そして、そういうふわっとしたサークルだから、ミーティングも大したことは話しません。終わったイベントの報告やこれからやるイベントの相談ぐらい。終わったらみんなでご飯を食べに行くので、それ自体が一つのイベントのようなものです。誰もそこで天地がひっくり返る大発表が行われるなんて思っていません。
だけど、七月のミーティングは違いました。
正確に言うと、わたしと、船井先輩と、長野先輩と、安木先輩と、小笠原先輩は違いました。ミーティングの最後に、小笠原先輩が余命宣告のことをみんなに話すと決めていたからです。

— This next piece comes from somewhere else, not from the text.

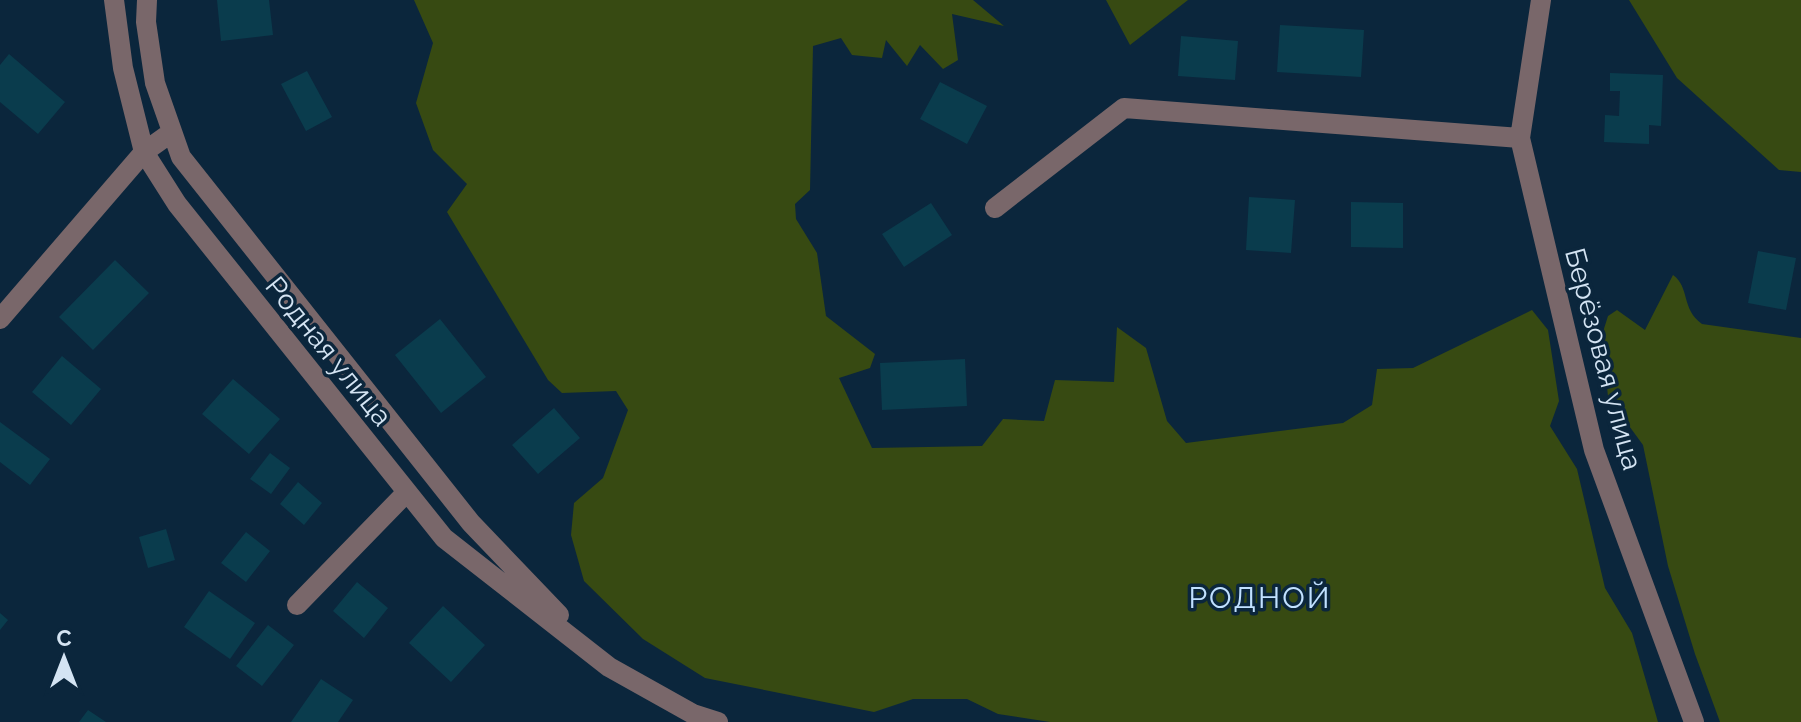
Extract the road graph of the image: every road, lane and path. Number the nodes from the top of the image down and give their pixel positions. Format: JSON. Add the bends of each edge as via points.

小笠原先輩はいつも通り眠たそうな顔をしていました。安木先輩はいつも通り何を考えているのか分からない顔をしていました。長野先輩は少し落ち込んでいるようでした。船井先輩は幹事長として前でミーティングを主導しながら、これから始まる夏休みのイベントを夏になったら戦争に行くみたいな表情で語るので、何も知らないみんなを困惑させていました。
「ではこれで、七月度のミーティングを終了します。最後に――」
船井先輩が小笠原先輩を見やりました。小笠原先輩は後ろの方に座っていたので、視線が多くの人の頭上を通り過ぎます。
「小笠原」
「ほーい」
小笠原先輩が立ち上がりました。そしてそのまま船井先輩のところに――行きません。当たり前のようにわたしのところに来て、当たり前のように言いました。
「一緒に来て」
意味が分かりません。でもわたしは「はい」と言って立ち上がりました。小笠原先輩が意味の分からないことをするのはいつものことです。意味の分かることをする小笠原先輩の方が、わたしにとっては分からないかもしれません。
小笠原先輩が前に向かってずんずんと歩き、わたしは後ろをついていきます。船井先輩は露骨に困惑していました。「なんでお前も来るの?」と目線で問いかけられ、わたしは同じく目線でこう返します。「さあ……」
ホワイトボードの前に立っていた船井先輩が横にどきました。小笠原先輩が代わりにそこに立ち、通りのいい声でみんなに語りかけます。
「えー、今日はみんなに三つ、発表があります。まずは一つ目から」
小笠原先輩が右腕で、わたしの肩をグイッと抱き寄せました。
「俺たち、付き合うことになりましたー」
無言。
部屋全体が、水を打ったように静かになりました。当たり前です。あまりにも前振りがありません。一言で言うと、滑っています。だけど小笠原先輩はそんなことは気にせず、流れるように言葉を続けました。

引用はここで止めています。